L’employeur reconnu victime des agissements de harcèlement moral de son salarié
Il est des arrêts de la Cour de cassation dont on ne sait pas a priori s’ils constitueront un tournant jurisprudentiel ou s’ils représenteront à l’avenir une curiosité juridique momentanée.
L’arrêt de la Chambre criminelle de la Cour de cassation du 14 novembre 2017, n° 16-85161, relève de cette catégorie là.
Cependant, quelques indices laissent à penser que cet arrêt sera majeur tant semble se dessiner une modification jurisprudentielle importante au sujet de l’obligation de sécurité de résultat de l’employeur.
En effet, d’une part cet arrêt est publié au bulletin, privilège accordé aux arrêts destinés à bénéficier d’une portée large, et, d’autre part, il s’inscrit dans un mouvement jurisprudentiel emmené par les Chambres sociale et criminelle de la Cour de cassation.
Ce mouvement jurisprudentiel peut être identifié par la mise en cohérence des arrêts de la Chambre sociale du 25 novembre 2015, n° 14-24444 et du 1er juin 2016, n° 14-19702 avec celui de la Chambre criminelle du 14 novembre 2017.
Avec ces arrêts, la Cour de cassation est venue apporter un peu de nuance dans la répartition des responsabilités civiles ou pénales entre salariés et employeurs en cas d’agissements de harcèlement moral entre salariés.
Jusque là l’employeur était nécessairement responsable, tant civilement que pénalement, des agissements de son salarié harceleur au titre de son obligation de sécurité de résultat.
En matière civile, un premier assouplissement de l’obligation de sécurité de l’employeur est donc intervenu par l’arrêt du 25 novembre 2015.

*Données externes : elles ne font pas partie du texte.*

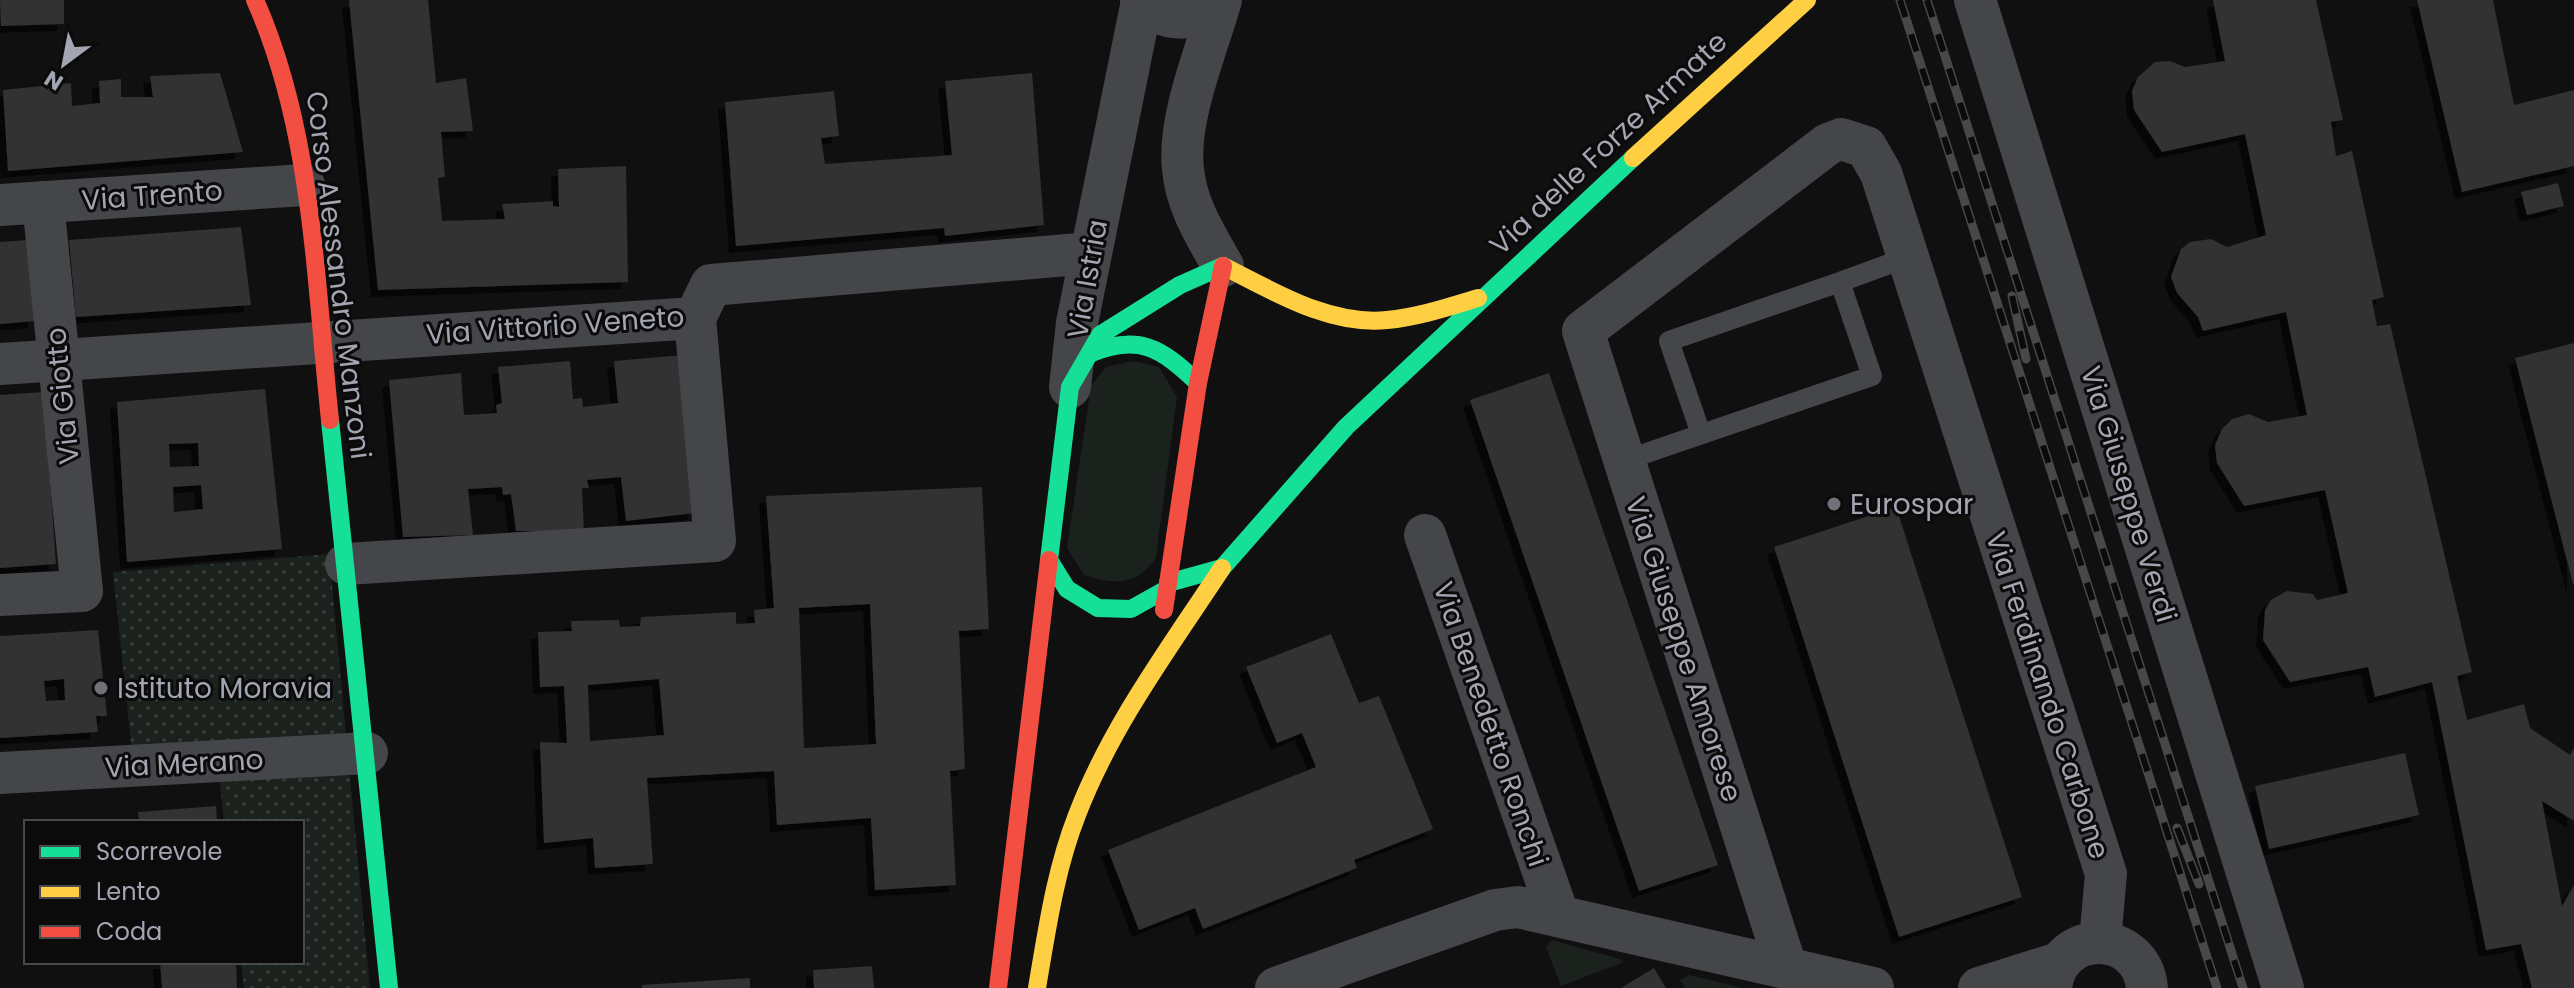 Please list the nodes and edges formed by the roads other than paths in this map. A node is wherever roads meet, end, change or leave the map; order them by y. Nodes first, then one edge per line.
1 (255, 0) edge
2 (1142, 0) edge
3 (1218, 0) edge
4 (1807, 0) edge
5 (1975, 0) edge
6 (304, 185) junction
7 (43, 202) junction
8 (0, 205) edge
9 (1091, 253) junction
10 (1908, 257) junction
11 (1223, 266) junction
12 (1840, 282) junction
13 (1484, 296) junction
14 (695, 318) junction
15 (1583, 331) joint
16 (323, 342) junction
17 (59, 359) junction
18 (0, 364) edge
19 (1080, 371) junction
20 (1198, 383) junction
21 (1701, 434) junction
22 (1623, 461) junction
23 (1425, 535) dead end
24 (1049, 560) junction
25 (346, 564) junction
26 (1222, 568) junction
27 (1167, 587) junction
28 (0, 595) edge
29 (1160, 663) junction
30 (367, 753) junction
31 (0, 773) edge
32 (1558, 914) junction
33 (2100, 941) junction
34 (1786, 967) junction
35 (2055, 975) edge
36 (389, 988) edge
37 (998, 988) edge
38 (1037, 988) edge
39 (1276, 988) edge
40 (1873, 988) edge
41 (1979, 988) edge
42 (2147, 988) edge
43 (2283, 988) edge

1 - 6 main road, Corso Alessandro Manzoni
2 - 3 street
2 - 9 street, Via Istria
3 - 11 street
4 - 13 main road, Via delle Forze Armate
5 - 43 street, Via Giuseppe Verdi
6 - 7 street, Via Trento
6 - 16 main road, Corso Alessandro Manzoni
7 - 8 street, Via Trento
7 - 17 street, Via Giotto
9 - 14 street, Via Vittorio Veneto
9 - 19 street, Via Istria
10 - 12 lane
10 - 15 street, Via Ferdinando Carbone
10 - 33 street, Via Ferdinando Carbone
11 - 13 main road, Via delle Forze Armate
11 - 19 main road, Via Istria
11 - 20 main road
12 - 21 lane
12 - 21 lane
13 - 26 main road, Via delle Forze Armate
14 - 16 street, Via Vittorio Veneto
14 - 25 street
15 - 22 street, Via Giuseppe Amorese
16 - 17 street, Via Vittorio Veneto
16 - 25 main road, Corso Alessandro Manzoni
17 - 18 street, Via Vittorio Veneto
17 - 28 street, Via Giotto
19 - 20 main road
19 - 24 main road, Via Istria
20 - 27 main road
21 - 22 lane
22 - 34 street, Via Giuseppe Amorese
23 - 32 street, Via Benedetto Ronchi
24 - 27 main road
24 - 37 main road, Via Istria
25 - 30 main road, Corso Alessandro Manzoni
26 - 27 main road
26 - 29 main road
27 - 29 main road
29 - 38 main road
30 - 31 street, Via Merano
30 - 36 main road, Corso Alessandro Manzoni
32 - 34 street
32 - 39 street
33 - 35 street
33 - 42 street
34 - 40 street
35 - 41 street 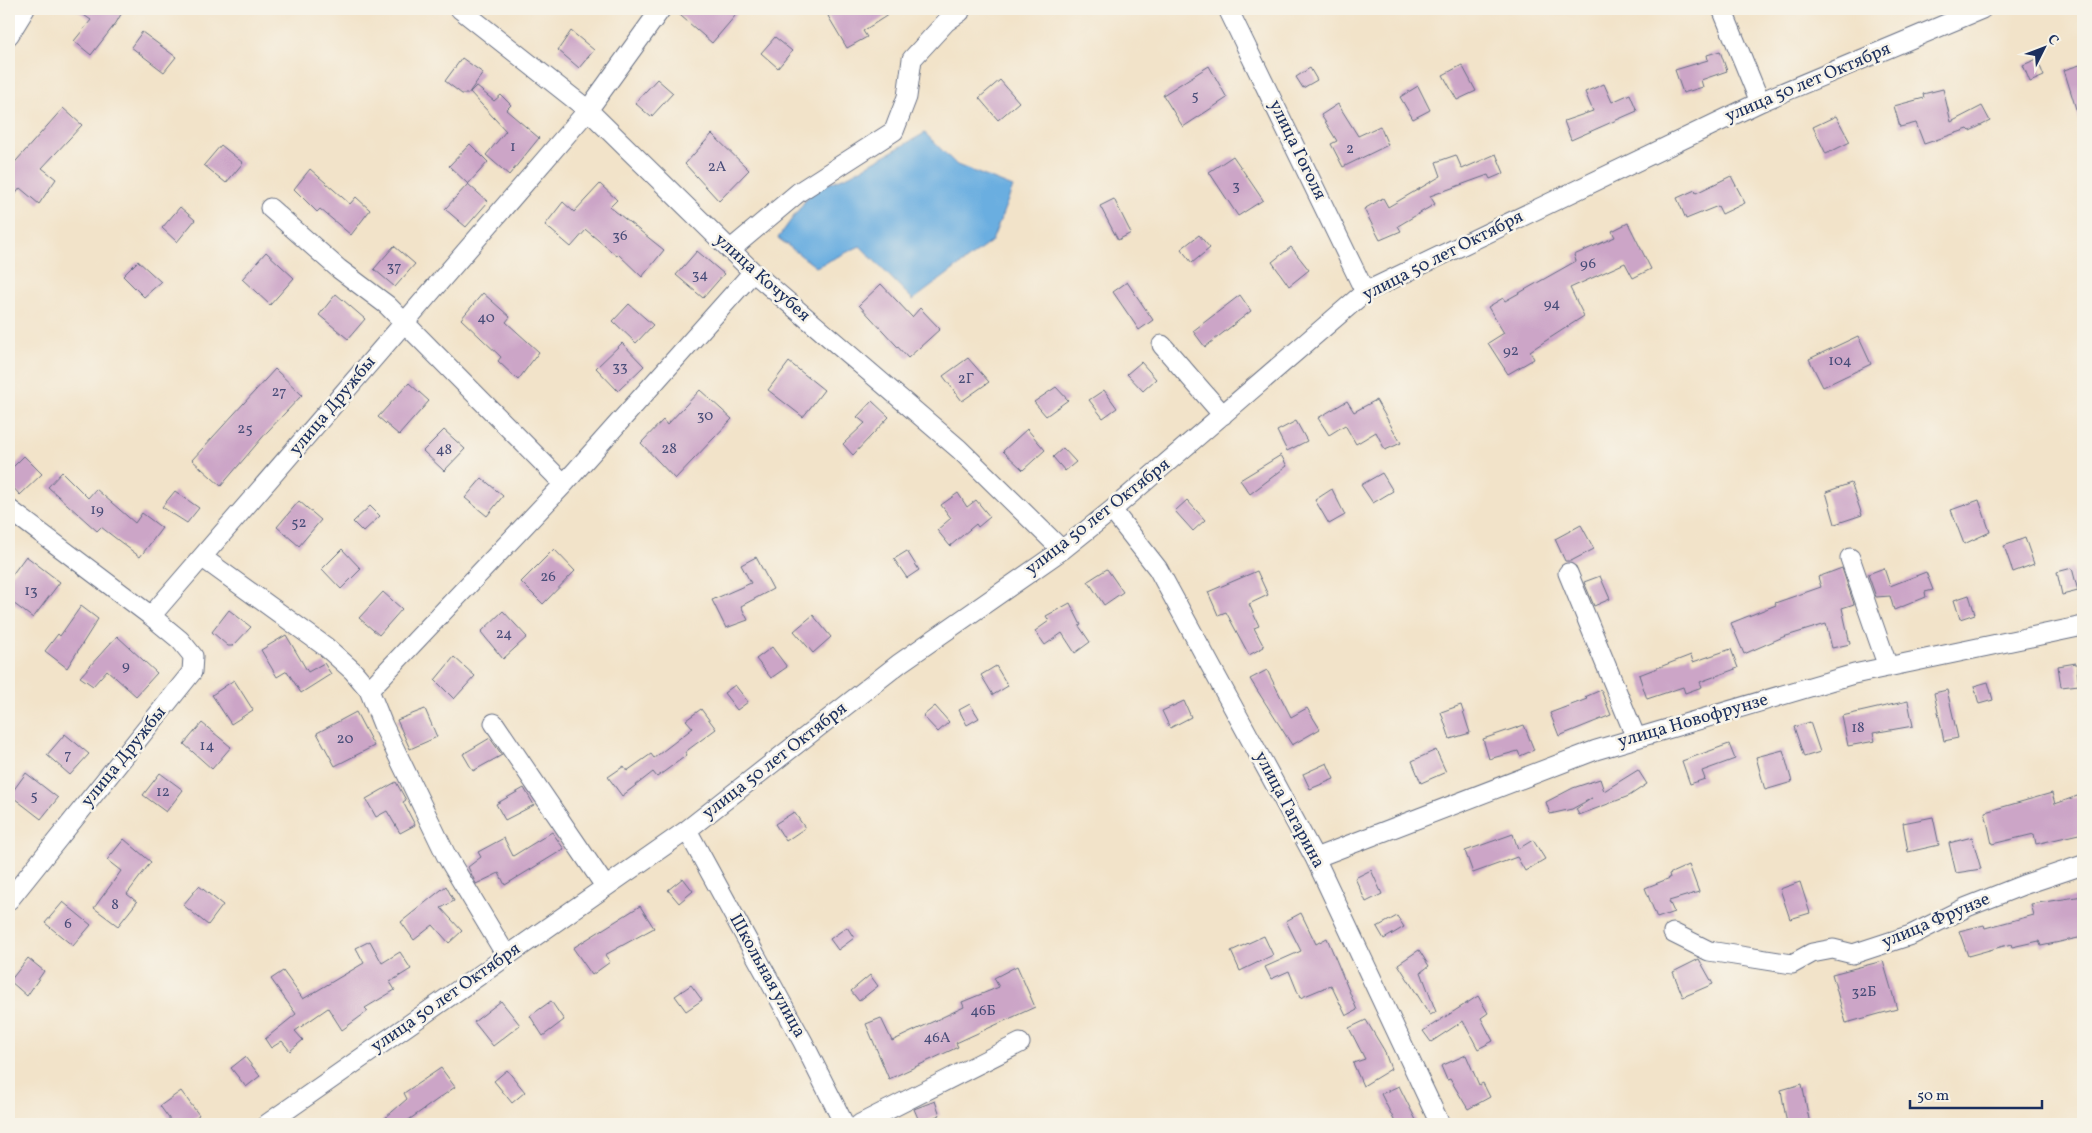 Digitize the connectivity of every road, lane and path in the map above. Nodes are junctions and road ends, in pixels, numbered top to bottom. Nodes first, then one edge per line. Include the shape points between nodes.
1 (25, 9) edge
2 (460, 9) edge
3 (661, 9) edge
4 (1228, 9) edge
5 (1722, 9) edge
6 (1982, 9) edge
7 (960, 12) dead end
8 (9, 35) edge
9 (1760, 102) junction
10 (588, 110) junction
11 (270, 208) dead end
12 (730, 250) junction
13 (753, 272) junction
14 (1365, 292) junction
15 (404, 322) junction
16 (1162, 345) dead end
17 (1223, 415) junction
18 (564, 484) junction
19 (9, 509) edge
20 (1112, 510) junction
21 (1062, 550) junction
22 (203, 558) junction
23 (1850, 558) dead end
24 (1568, 573) dead end
25 (151, 616) junction
26 (2083, 626) edge
27 (1888, 667) junction
28 (369, 690) junction
29 (494, 723) dead end
30 (1636, 738) junction
31 (687, 830) junction
32 (1315, 858) junction
33 (2083, 865) edge
34 (605, 886) junction
35 (9, 900) edge
36 (1673, 933) dead end
37 (506, 955) junction
38 (1020, 1043) dead end
39 (267, 1124) edge
40 (844, 1124) edge
41 (860, 1124) edge
42 (1440, 1124) edge

1 - 8 street
2 - 10 street, улица Кочубея
3 - 10 street, улица Дружбы
4 - 14 street, улица Гоголя
5 - 9 street
6 - 9 street, улица 50 лет Октября
7 - 12 street via 946,22 912,59 907,97 894,131 798,192
9 - 14 street, улица 50 лет Октября
10 - 12 street, улица Кочубея
10 - 15 street, улица Дружбы
11 - 15 street
12 - 13 street, улица Кочубея
13 - 18 street
13 - 21 street, улица Кочубея via 959,449
14 - 17 street, улица 50 лет Октября
15 - 18 street
15 - 22 street, улица Дружбы
16 - 17 street
17 - 20 street, улица 50 лет Октября
18 - 28 street
19 - 25 street, улица Дружбы
20 - 21 street, улица 50 лет Октября
20 - 32 street, улица Гагарина via 1158,569
21 - 31 street, улица 50 лет Октября via 900,663
22 - 25 street, улица Дружбы
22 - 28 street via 326,647
23 - 27 street
24 - 30 street
25 - 35 street, улица Дружбы via 180,640 193,656 192,672
26 - 27 street, улица Новофрунзе
27 - 30 street, улица Новофрунзе
28 - 37 street via 446,855
29 - 34 street
30 - 32 street, улица Новофрунзе via 1596,750
31 - 34 street, улица 50 лет Октября
31 - 40 street, Школьная улица
32 - 42 street, улица Гагарина
33 - 36 street, улица Фрунзе via 1967,907 1911,935 1853,954 1833,949 1812,953 1792,964 1709,951
34 - 37 street, улица 50 лет Октября
37 - 39 street, улица 50 лет Октября
38 - 41 street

La Chambre sociale de la Cour de cassation avait alors considéré que l’employeur respectait son obligation de sécurité, malgré la survenance d’un accident du travail, dès lors qu’il avait pris l’ensemble des mesures prévues par les articles L 4121-1 e L 4121-2 du Code du travail, nécessaires à assurer la protection de la santé physique et mentale des salariés.
Une telle appréciation de l’obligation de sécurité a été ensuite appliquée en matière de harcèlement moral par l’arrêt du 1er juin 2016.
Cet arrêt était même un véritable vade-mecum à l’intention des employeurs, la Cour de cassation décrivant précisément (ce qui n’est pas vraiment son habitude) les mesures, drastiques, que l’employeur devait prendre pour respecter, en toute hypothèse, son obligation de sécurité en matière de harcèlement moral.
J’avais d‘ailleurs écrit un précédent article à son sujet que vous trouverez dans mon blog.
A l’aune de ces deux décisions l’objectif de la Cour de cassation semblait être uniquement de redéfinir l’impérativité de l’obligation de sécurité dite « de résultat » incombant à l’employeur.
Cela répondait au constat que le rigorisme de l’obligation de résultat avait un effet pervers que l’on pouvait résumer ainsi : à quoi bon respecter des mesures de sécurité et de prévention à la lettre si, en cas d’accident ou de harcèlement, la responsabilité de l’employeur était systématiquement engagée ?
Il s’agissait donc de « récompenser les bons employeurs » en les exonérant de toute faute même en cas d’accident ou de harcèlement sous la réserve (très) importante de leur parfaite application des règles prévues.
En matière pénale, la Chambre criminelle de la Cour de cassation avec cet arrêt du 14 novembre 2017 ajoute sa pierre à cet édifice, en permettant de reconnaître à l’employeur le statut de victime des agissements de harcèlement moral de son salarié à l’égard de ses collègues de travail.
La Cour de cassation valide le raisonnement de la Cour d’appel de Fort de France qui avait accordé des dommages et intérêts à l’employeur au motif de l’atteinte portée à son image par le salarié harceleur auprès des autres salariés.
C’est une solution totalement inédite car le salarié n’avait pas été licencié pour faute lourde, jusque là seule intensité de faute, définie par l’intentionnalité de nuire à l’employeur, à même d’engager la responsabilité du salarié à l’égard de l’employeur.
A l’issue de cet arrêt de nombreuses questions restent en suspend sur son incidence.
La principale est la suivante : cet arrêt est-il amené à remettre en cause le dogme de la quasi irresponsabilité du salarié à l’égard de l’employeur, au moins en cas de harcèlement moral entre salariés ?
Rien n’est moins sûr en l’état actuel des choses.
Car à ce stade restons certain d’une chose : la plupart du temps l’employeur reste responsable civilement et pénalement des agissements de son salarié harceleur.
Mais les futures décisions de la Cour de cassation en la matière sont à suivre assidument.